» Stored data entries
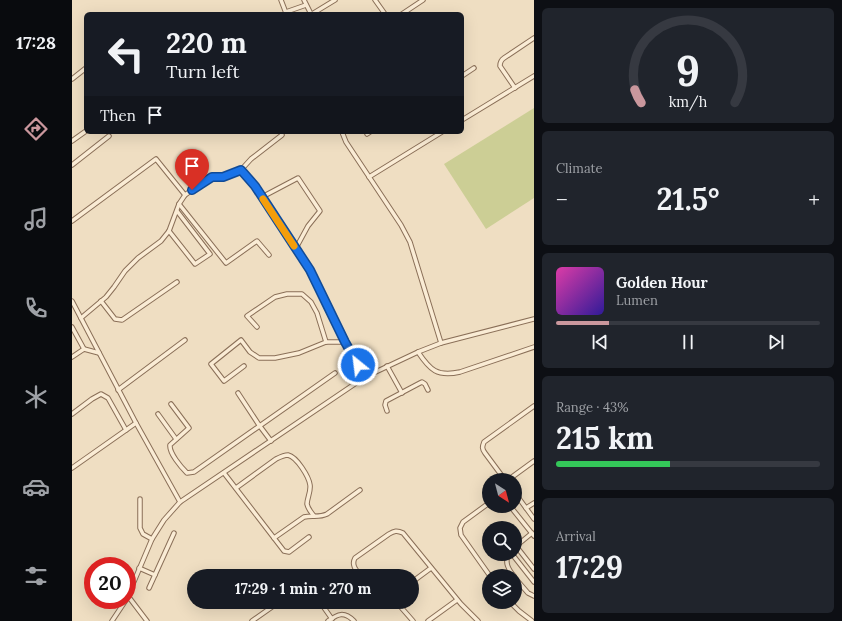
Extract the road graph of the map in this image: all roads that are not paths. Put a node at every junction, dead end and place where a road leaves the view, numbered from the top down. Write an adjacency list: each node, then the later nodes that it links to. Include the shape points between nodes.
1 (281, 0): 7 (lane)
2 (304, 0): 6 (lane)
3 (335, 0): 10 (lane)
4 (375, 0): 11 (lane)
5 (423, 0): 12 (lane)
6 (306, 5): 8 (lane); 9 (lane)
7 (286, 12)
8 (288, 12)
9 (310, 12)
10 (314, 12)
11 (384, 12)
12 (405, 12)
13 (534, 38): 19 (lane, via 500,63)
14 (474, 68): 16 (lane)
15 (84, 70): 18 (lane)
16 (464, 75)
17 (534, 76): 19 (lane)
18 (72, 79)
19 (515, 88): 20 (lane)
20 (464, 119)
21 (84, 132): 26 (lane)
22 (343, 134): 29 (lane)
23 (435, 134): 29 (lane)
24 (282, 135): 28 (lane)
25 (109, 136): 27 (lane)
26 (72, 141)
27 (72, 165)
28 (241, 170): 30 (lane, via 223,177 212,177); 31 (lane)
29 (369, 177): 48 (lane, via 410,242)
30 (185, 196): 32 (lane); 34 (lane, via 156,159)
31 (262, 197): 36 (lane); 36 (lane, via 298,178 320,211)
32 (179, 204): 33 (lane); 37 (lane, via 226,263 257,241)
33 (177, 211): 35 (lane); 35 (lane, via 210,254 195,264)
34 (72, 221)
35 (169, 231): 40 (lane, via 161,241 125,271 106,298)
36 (296, 248): 47 (lane, via 310,270)
37 (269, 255)
38 (178, 282): 40 (lane, via 122,320 115,320)
39 (72, 301): 41 (lane)
40 (101, 301): 41 (lane)
41 (81, 318): 52 (lane)
42 (534, 320): 48 (lane)
43 (72, 327): 50 (lane)
44 (256, 328): 46 (lane, via 247,316 275,297 302,294 318,313)
45 (184, 340): 58 (lane)
46 (326, 342): 47 (lane); 54 (lane, via 287,356 259,358 250,352 241,340 211,364 224,381)
47 (345, 342): 57 (lane)
48 (441, 343): 51 (lane)
49 (534, 347): 51 (lane, via 449,374 439,373 430,368)
50 (84, 350): 52 (lane); 53 (lane)
51 (418, 352): 55 (lane)
52 (99, 353): 58 (lane)
53 (72, 357)
54 (244, 366)
55 (387, 366): 57 (lane); 61 (lane)
56 (335, 373): 68 (lane)
57 (365, 377): 71 (lane)
58 (118, 390): 67 (lane)
59 (428, 390): 61 (lane, via 422,382)
60 (238, 393): 68 (lane)
61 (402, 393): 64 (lane, via 386,401 384,405)
62 (171, 404): 70 (lane, via 189,428)
63 (534, 406): 75 (lane, via 482,446)
64 (387, 411)
65 (72, 414): 69 (lane, via 101,394 108,398)
66 (158, 414): 70 (lane)
67 (136, 423): 69 (lane); 80 (lane)
68 (259, 425): 70 (lane, via 194,472 187,473 169,449 170,444); 71 (lane)
69 (126, 430): 73 (lane)
70 (176, 439)
71 (271, 441): 74 (lane)
72 (534, 461): 76 (lane)
73 (72, 468)
74 (224, 473): 77 (lane); 80 (lane)
75 (501, 473)
76 (517, 473)
77 (236, 488): 86 (lane, via 276,459 288,455 298,462 307,477 310,493 307,503); 90 (lane)
78 (360, 490): 86 (lane, via 327,514)
79 (140, 499): 92 (lane, via 140,528 143,534)
80 (180, 502): 92 (lane)
81 (522, 503): 84 (lane)
82 (534, 503): 84 (lane)
83 (482, 508): 99 (lane, via 463,522 460,528 461,535)
84 (526, 508): 87 (lane)
85 (516, 513): 89 (lane)
86 (314, 516): 90 (lane, via 304,517)
87 (534, 519)
88 (174, 533): 101 (lane)
89 (533, 535): 93 (lane)
90 (274, 538): 91 (lane, via 287,552)
91 (309, 538)
92 (152, 539): 96 (lane)
93 (522, 542)
94 (522, 554): 100 (lane)
95 (518, 561): 104 (lane)
96 (139, 568): 101 (lane); 102 (lane)
97 (431, 568): 98 (lane, via 403,533 393,531 355,558 353,566); 103 (lane); 108 (lane)
98 (355, 569)
99 (485, 569)
100 (534, 569)
101 (155, 575): 106 (lane)
102 (136, 576)
103 (419, 577)
104 (534, 582)
105 (522, 586): 107 (lane)
106 (149, 588)
107 (534, 596)
108 (457, 600): 123 (lane); 124 (lane)
109 (136, 608): 118 (lane)
110 (120, 609): 117 (lane)
111 (269, 609): 115 (lane)
112 (324, 609): 116 (lane)
113 (403, 609): 122 (lane)
114 (516, 609): 125 (lane)
115 (259, 616): 119 (lane); 120 (lane)
116 (330, 620): 121 (lane, via 344,614)
117 (112, 621)
118 (147, 621)
119 (252, 621)
120 (262, 621)
121 (354, 621)
122 (413, 621)
123 (428, 621)
124 (478, 621)
125 (532, 621)

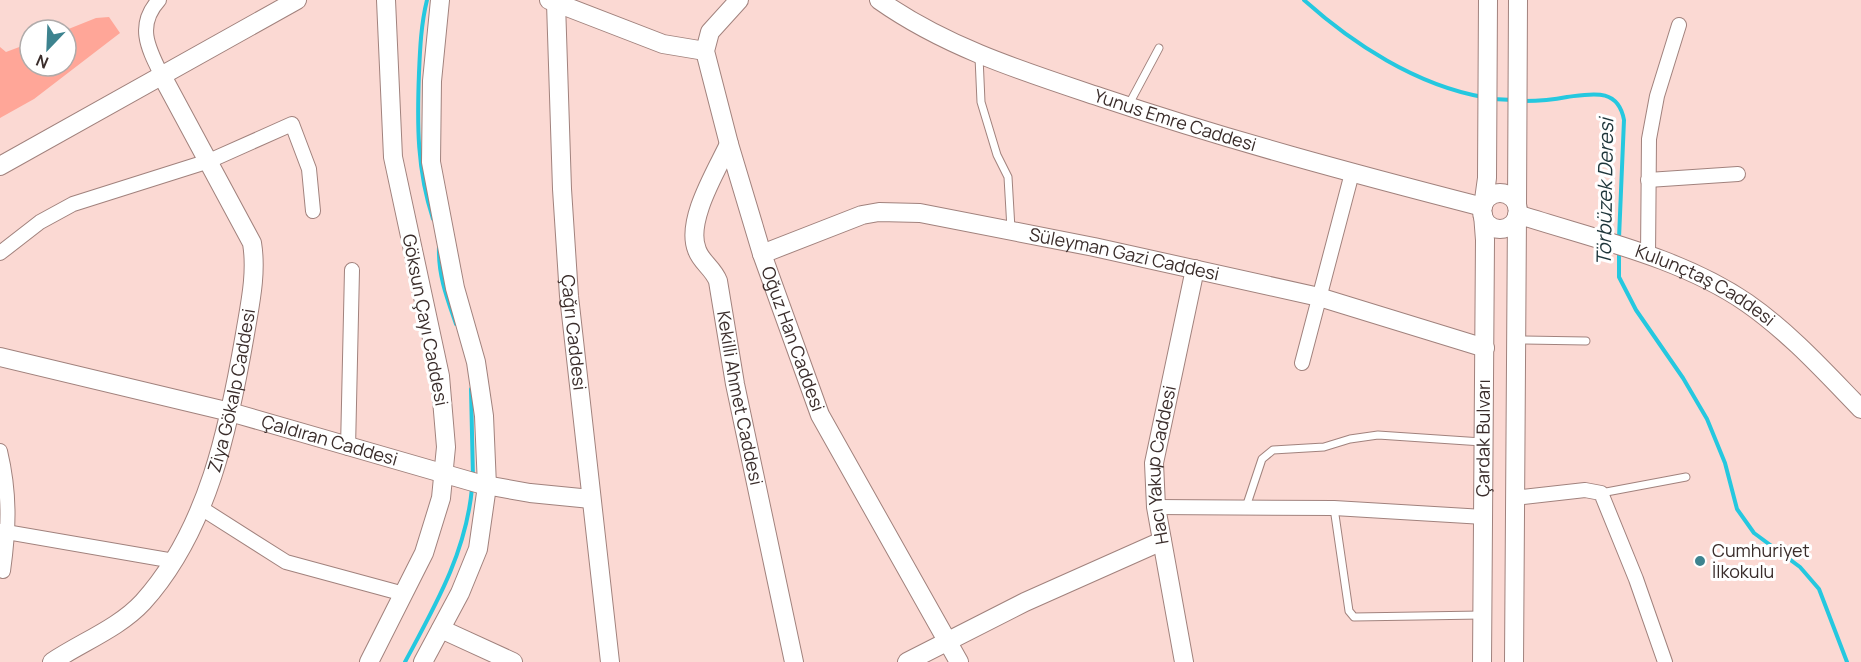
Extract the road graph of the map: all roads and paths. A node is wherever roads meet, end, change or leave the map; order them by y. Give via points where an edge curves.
1 (159, 0) edge
2 (297, 0) edge
3 (386, 0) edge
4 (440, 0) edge
5 (738, 0) edge
6 (879, 0) edge
7 (1488, 0) edge
8 (1518, 0) edge
9 (553, 1) edge
10 (1678, 25) dead end
11 (1159, 48) dead end
12 (705, 51) junction
13 (978, 54) junction
14 (161, 74) junction
15 (1128, 106) junction
16 (729, 144) junction
17 (209, 161) junction
18 (0, 166) edge
19 (1352, 173) junction
20 (1738, 174) dead end
21 (1648, 180) junction
22 (1483, 210) junction
23 (314, 211) dead end
24 (1517, 211) junction
25 (1012, 232) junction
26 (0, 253) edge
27 (762, 254) junction
28 (1648, 256) junction
29 (1195, 269) junction
30 (352, 270) dead end
31 (1319, 297) junction
32 (1515, 340) junction
33 (1586, 341) dead end
34 (1485, 348) junction
35 (0, 357) edge
36 (1302, 363) dead end
37 (1861, 409) edge
38 (230, 412) junction
39 (1485, 442) junction
40 (348, 448) junction
41 (0, 451) edge
42 (451, 477) junction
43 (1686, 477) dead end
44 (483, 485) junction
45 (1601, 493) junction
46 (591, 498) junction
47 (1514, 498) junction
48 (1156, 507) junction
49 (1246, 507) junction
50 (201, 508) junction
51 (1334, 508) junction
52 (1484, 517) junction
53 (4, 532) edge
54 (1162, 541) junction
55 (174, 561) junction
56 (3, 571) dead end
57 (404, 594) junction
58 (1482, 615) junction
59 (441, 629) junction
60 (947, 640) junction
61 (52, 662) edge
62 (369, 662) edge
63 (423, 662) edge
64 (513, 662) edge
65 (610, 662) edge
66 (794, 662) edge
67 (907, 662) edge
68 (959, 662) edge
69 (1184, 662) edge
70 (1482, 662) edge
71 (1514, 662) edge
72 (1665, 662) edge

1 - 14 street via 148,15 145,36
2 - 14 street
3 - 42 street, Göksun Çayı Caddesi via 393,158 440,376
4 - 44 street, Göksun Çayı Caddesi via 434,39 431,162 455,288 476,362 484,416
5 - 12 street via 710,32
6 - 13 street, Yunus Emre Caddesi via 924,29
7 - 22 street, Çardak Bulvarı via 1487,178
8 - 24 street, Çardak Bulvarı
9 - 12 street via 663,44
9 - 46 street, Çağrı Caddesi via 569,296
10 - 21 street via 1652,120
11 - 15 lane
12 - 16 street, Oğuz Han Caddesi
13 - 15 street, Yunus Emre Caddesi
13 - 25 lane via 981,102 1008,177
14 - 17 street, Ziya Gökalp Caddesi
14 - 18 street
15 - 19 street, Yunus Emre Caddesi
16 - 27 street, Oğuz Han Caddesi
16 - 66 street, Kekilli Ahmet Caddesi via 699,210 695,244 718,281 735,384
17 - 23 street via 292,124 309,169
17 - 26 street via 73,204 40,222
17 - 38 street, Ziya Gökalp Caddesi via 245,227 254,257
19 - 22 street, Yunus Emre Caddesi
19 - 31 street
20 - 21 street
21 - 28 street
22 - 24 street via 1490,225 1500,228 1510,225
22 - 24 street via 1490,196 1500,193 1510,196
22 - 34 street, Çardak Bulvarı
24 - 28 street, Kulunçtaş Caddesi
24 - 32 street, Çardak Bulvarı
25 - 27 street, Süleyman Gazi Caddesi via 921,213 879,212
25 - 29 street, Süleyman Gazi Caddesi
27 - 60 street, Oğuz Han Caddesi via 820,415
28 - 37 street, Kulunçtaş Caddesi via 1710,282 1754,308 1799,346
29 - 31 street, Süleyman Gazi Caddesi
29 - 48 street, Hacı Yakup Caddesi via 1156,454
30 - 40 street
31 - 34 street, Süleyman Gazi Caddesi
31 - 36 street
32 - 33 lane
32 - 47 street, Çardak Bulvarı
34 - 39 street, Çardak Bulvarı
35 - 38 street, Çaldıran Caddesi
38 - 40 street, Çaldıran Caddesi
38 - 50 street, Ziya Gökalp Caddesi
39 - 49 lane via 1378,435 1324,447 1273,450 1262,459
39 - 52 street, Çardak Bulvarı
40 - 42 street, Çaldıran Caddesi
41 - 53 street via 9,497
42 - 44 street, Çaldıran Caddesi
42 - 57 street, Göksun Çayı Caddesi
43 - 45 lane
44 - 46 street, Çaldıran Caddesi
44 - 59 street, Göksun Çayı Caddesi via 478,549
45 - 47 street via 1585,490
45 - 72 street
46 - 65 street, Çağrı Caddesi
47 - 71 street, Çardak Bulvarı
48 - 49 street
48 - 54 street, Hacı Yakup Caddesi
49 - 51 street
50 - 55 street, Ziya Gökalp Caddesi
50 - 57 street via 286,562
51 - 52 street
51 - 58 lane via 1340,564 1349,611 1354,617
52 - 58 street, Çardak Bulvarı
53 - 55 street
53 - 56 street
54 - 60 street
54 - 69 street, Hacı Yakup Caddesi
55 - 61 street, Ziya Gökalp Caddesi via 134,612
57 - 62 street, Göksun Çayı Caddesi
58 - 70 street, Çardak Bulvarı
59 - 63 street, Göksun Çayı Caddesi
59 - 64 street
60 - 67 street
60 - 68 street, Oğuz Han Caddesi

» What the task asks
Only lines with the word "Oğuz" are wanted. Find and copy them from the records above.

» Output below
12 - 16 street, Oğuz Han Caddesi
16 - 27 street, Oğuz Han Caddesi
27 - 60 street, Oğuz Han Caddesi via 820,415
60 - 68 street, Oğuz Han Caddesi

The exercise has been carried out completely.